─── Provided records

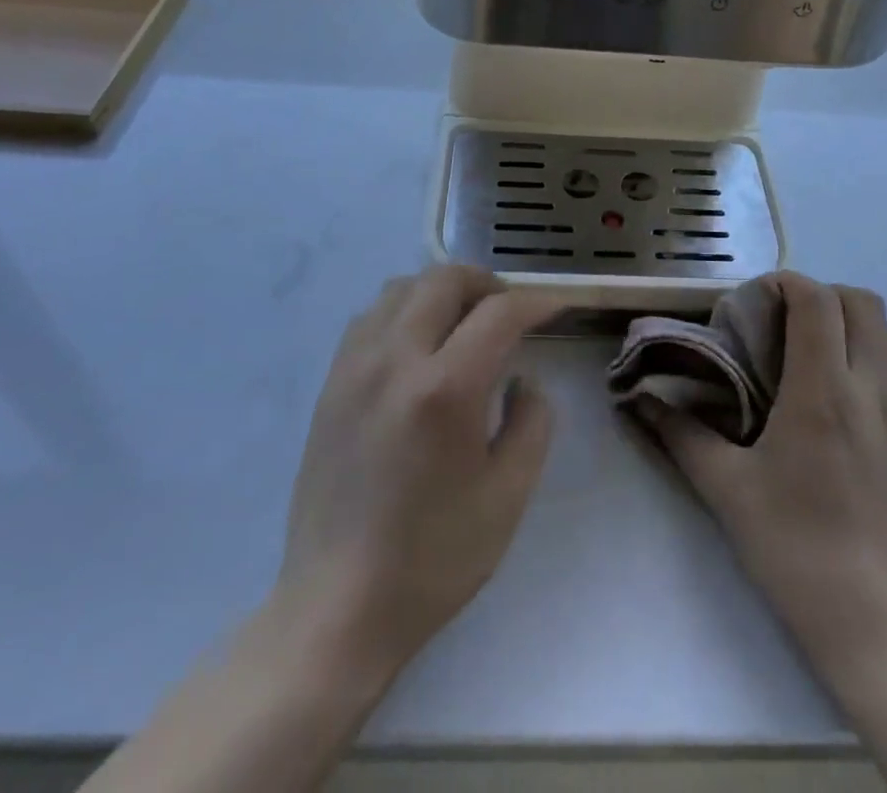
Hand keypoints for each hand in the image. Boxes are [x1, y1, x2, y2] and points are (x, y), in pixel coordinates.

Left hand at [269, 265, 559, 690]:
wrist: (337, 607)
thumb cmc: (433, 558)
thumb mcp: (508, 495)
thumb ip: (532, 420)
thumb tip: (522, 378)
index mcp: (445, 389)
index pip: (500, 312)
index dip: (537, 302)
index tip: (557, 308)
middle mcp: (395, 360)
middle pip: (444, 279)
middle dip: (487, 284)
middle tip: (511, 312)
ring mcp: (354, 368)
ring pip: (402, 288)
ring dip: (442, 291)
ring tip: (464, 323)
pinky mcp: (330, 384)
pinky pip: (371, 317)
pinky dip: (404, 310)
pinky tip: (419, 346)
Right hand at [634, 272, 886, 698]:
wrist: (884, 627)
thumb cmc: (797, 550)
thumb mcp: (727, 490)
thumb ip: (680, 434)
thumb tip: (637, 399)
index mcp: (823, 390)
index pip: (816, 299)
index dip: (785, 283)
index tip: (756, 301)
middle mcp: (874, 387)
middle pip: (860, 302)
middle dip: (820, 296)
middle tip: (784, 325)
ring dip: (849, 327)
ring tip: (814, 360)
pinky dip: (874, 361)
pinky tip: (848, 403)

──────
─── Provided records

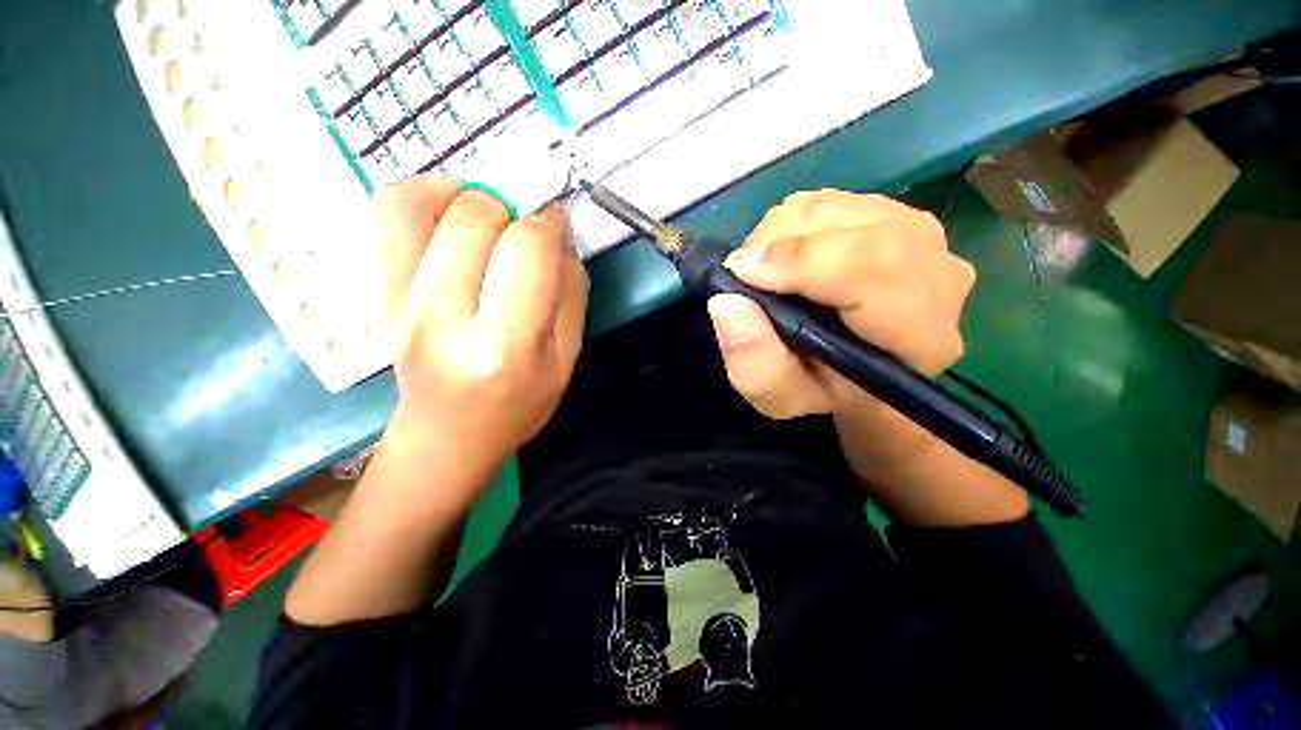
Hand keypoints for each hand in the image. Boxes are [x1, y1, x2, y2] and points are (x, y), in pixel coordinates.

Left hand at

──────

- **Task to carry out**
Given the records above, restate word for word only the lines starting at the one with "thumb mcp: (508, 495)" and ending at the one with "pinky tip: (848, 403)".

- **Solution for this task**
thumb mcp: (508, 495)
thumb ip: (532, 420)
thumb tip: (522, 378)
index mcp: (445, 389)
index pip: (500, 312)
index dip: (537, 302)
index tip: (557, 308)
middle mcp: (395, 360)
middle pip: (444, 279)
middle dip: (487, 284)
middle tip: (511, 312)
ring mcp: (354, 368)
ring pip: (402, 288)
ring dip: (442, 291)
ring tip: (464, 323)
pinky mcp: (330, 384)
pinky pip: (371, 317)
pinky dip: (404, 310)
pinky tip: (419, 346)
Right hand at [634, 272, 886, 698]:
wrist: (884, 627)
thumb cmc: (797, 550)
thumb mcp: (727, 490)
thumb ip: (680, 434)
thumb tip: (637, 399)
index mcp: (823, 390)
index pip: (816, 299)
index dip: (785, 283)
index tip: (756, 301)
middle mcp: (874, 387)
middle pip: (860, 302)
middle dip: (820, 296)
middle tip: (784, 325)
ring dip: (849, 327)
ring tip: (814, 360)
pinky dip: (874, 361)
pinky tip: (848, 403)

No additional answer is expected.